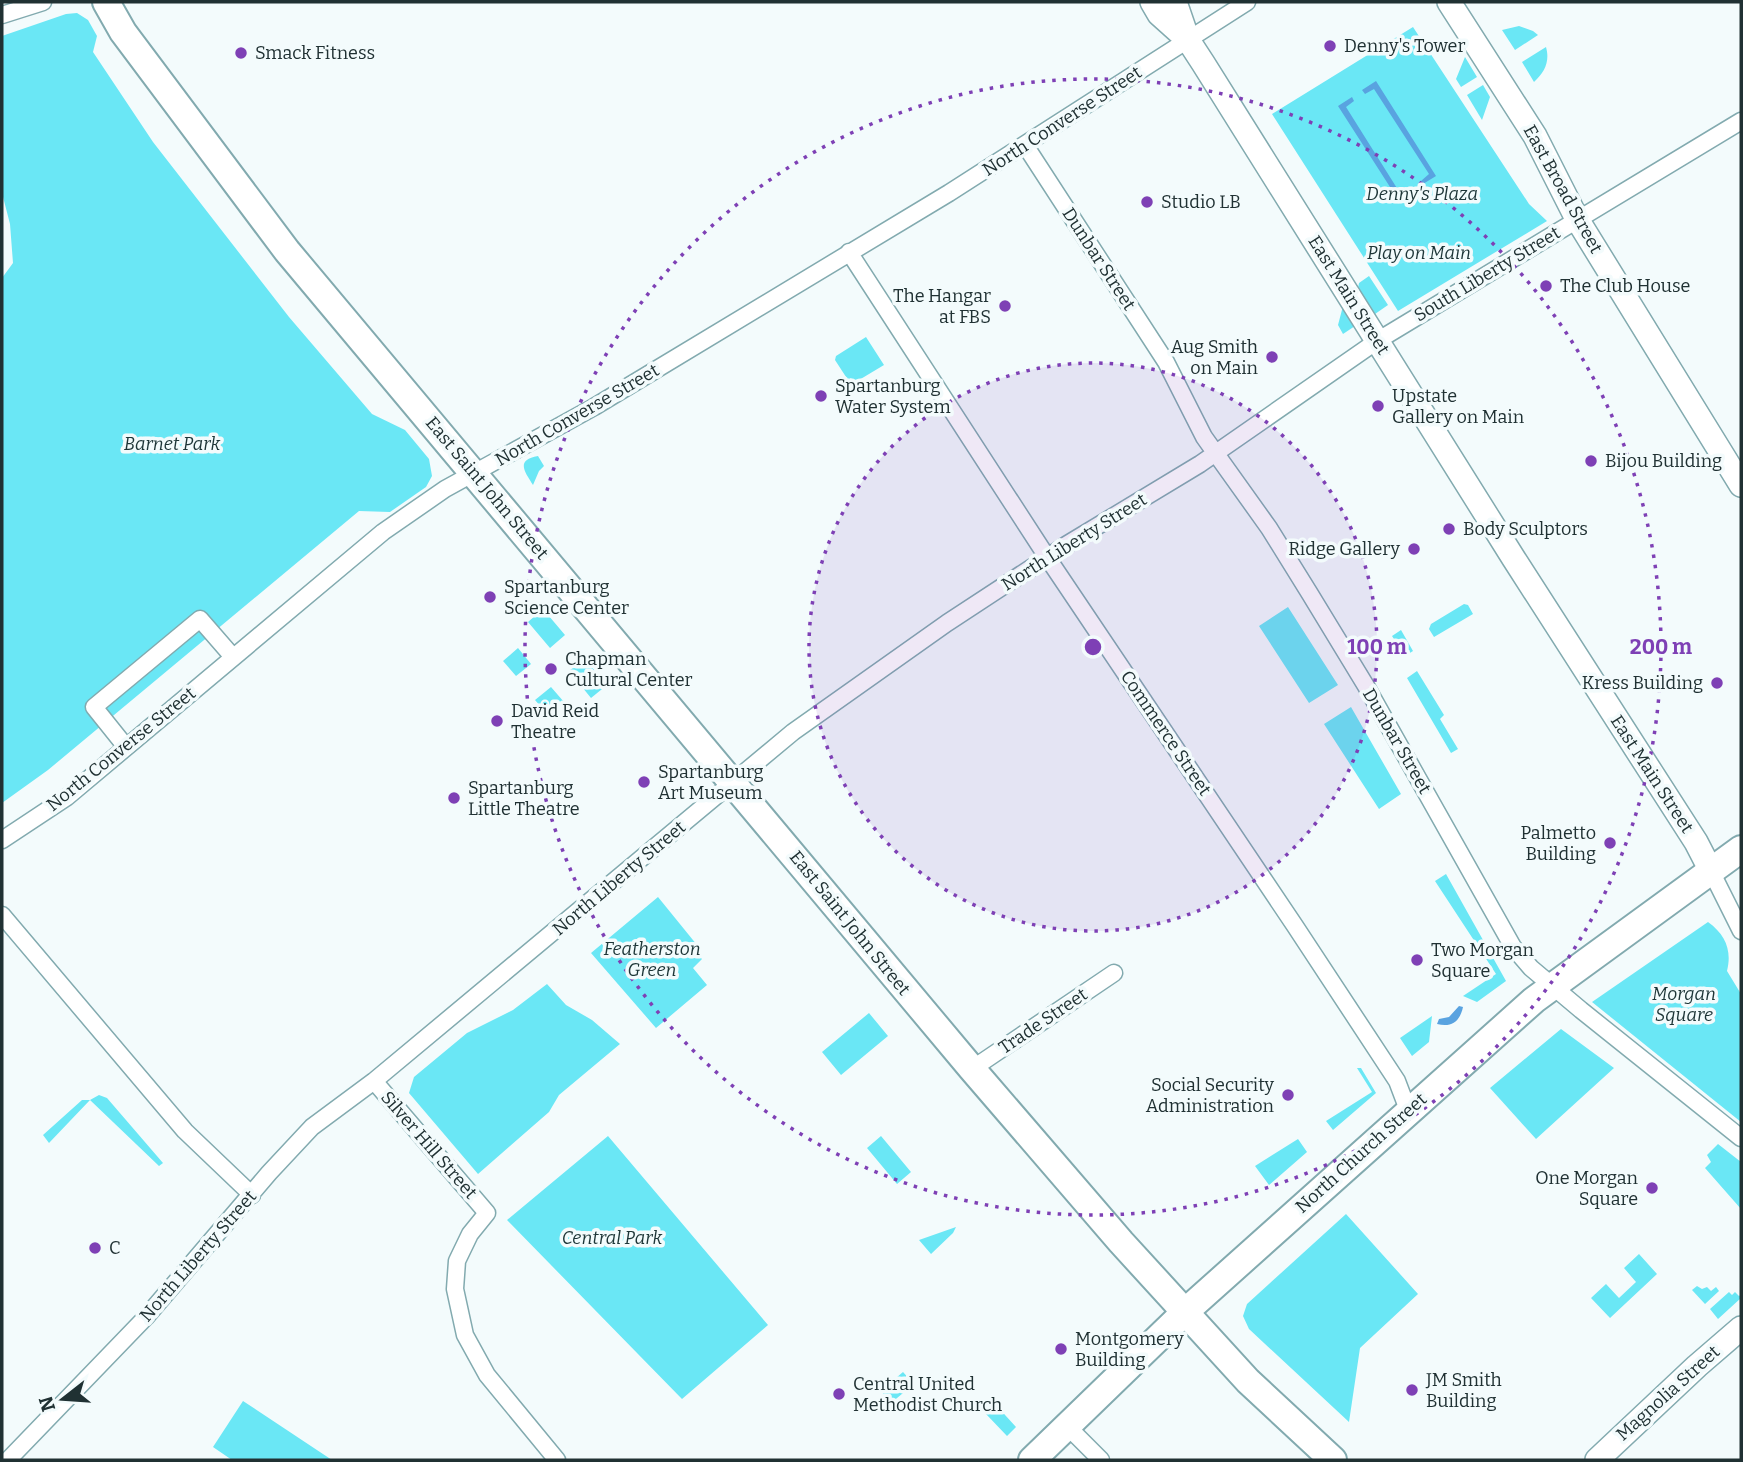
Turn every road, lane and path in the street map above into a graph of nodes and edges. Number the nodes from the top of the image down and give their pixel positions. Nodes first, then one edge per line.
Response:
1 (43, 2) edge
2 (106, 2) edge
3 (1152, 2) edge
4 (1175, 2) edge
5 (1247, 2) edge
6 (1449, 2) edge
7 (2, 15) edge
8 (1188, 40) junction
9 (1741, 121) edge
10 (1025, 145) junction
11 (1577, 219) junction
12 (849, 252) junction
13 (1377, 341) junction
14 (1215, 454) junction
15 (474, 473) junction
16 (1741, 485) edge
17 (1047, 557) junction
18 (233, 657) junction
19 (126, 747) junction
20 (734, 782) junction
21 (2, 840) edge
22 (1741, 849) edge
23 (1711, 871) junction
24 (2, 915) edge
25 (1741, 932) edge
26 (1114, 973) dead end
27 (1552, 986) junction
28 (972, 1069) junction
29 (374, 1081) junction
30 (1408, 1110) junction
31 (1741, 1139) edge
32 (252, 1195) junction
33 (1186, 1311) junction
34 (1741, 1328) edge
35 (1067, 1426) junction
36 (8, 1460) edge
37 (557, 1460) edge
38 (1032, 1460) edge
39 (1101, 1460) edge
40 (1333, 1460) edge
41 (1597, 1460) edge

1 - 7 street
2 - 15 main road, East Saint John Street
3 - 8 street, East Main Street
4 - 8 street, East Main Street
5 - 8 street, North Converse Street
6 - 11 street, East Broad Street
8 - 10 street, North Converse Street
8 - 13 street, East Main Street
9 - 11 street, South Liberty Street
10 - 12 street, North Converse Street
10 - 14 street, Dunbar Street
11 - 13 street, South Liberty Street
11 - 16 street, East Broad Street
12 - 15 street, North Converse Street
12 - 17 street, Commerce Street
13 - 14 street, North Liberty Street
13 - 23 street, East Main Street
14 - 17 street, North Liberty Street
14 - 27 street, Dunbar Street
15 - 18 street, North Converse Street
15 - 20 main road, East Saint John Street
17 - 20 street, North Liberty Street
17 - 30 street, Commerce Street
18 - 19 street, North Converse Street
18 - 19 street
19 - 21 street, North Converse Street
20 - 28 main road, East Saint John Street
20 - 29 street, North Liberty Street
22 - 23 main road, North Church Street
23 - 25 street
23 - 27 main road, North Church Street
24 - 32 street
26 - 28 street, Trade Street
27 - 30 main road, North Church Street
27 - 31 street, Dunbar Street
28 - 33 main road, East Saint John Street
29 - 32 street, North Liberty Street
29 - 37 street, Silver Hill Street
30 - 33 main road, North Church Street
32 - 36 street, North Liberty Street
33 - 35 main road, North Church Street
33 - 40 main road, East Saint John Street
34 - 41 street, Magnolia Street
35 - 38 main road, North Church Street
35 - 39 street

★ ★ ★

Filter the records above and return every line that holds the word "Saint".

### Result
2 - 15 main road, East Saint John Street
15 - 20 main road, East Saint John Street
20 - 28 main road, East Saint John Street
28 - 33 main road, East Saint John Street
33 - 40 main road, East Saint John Street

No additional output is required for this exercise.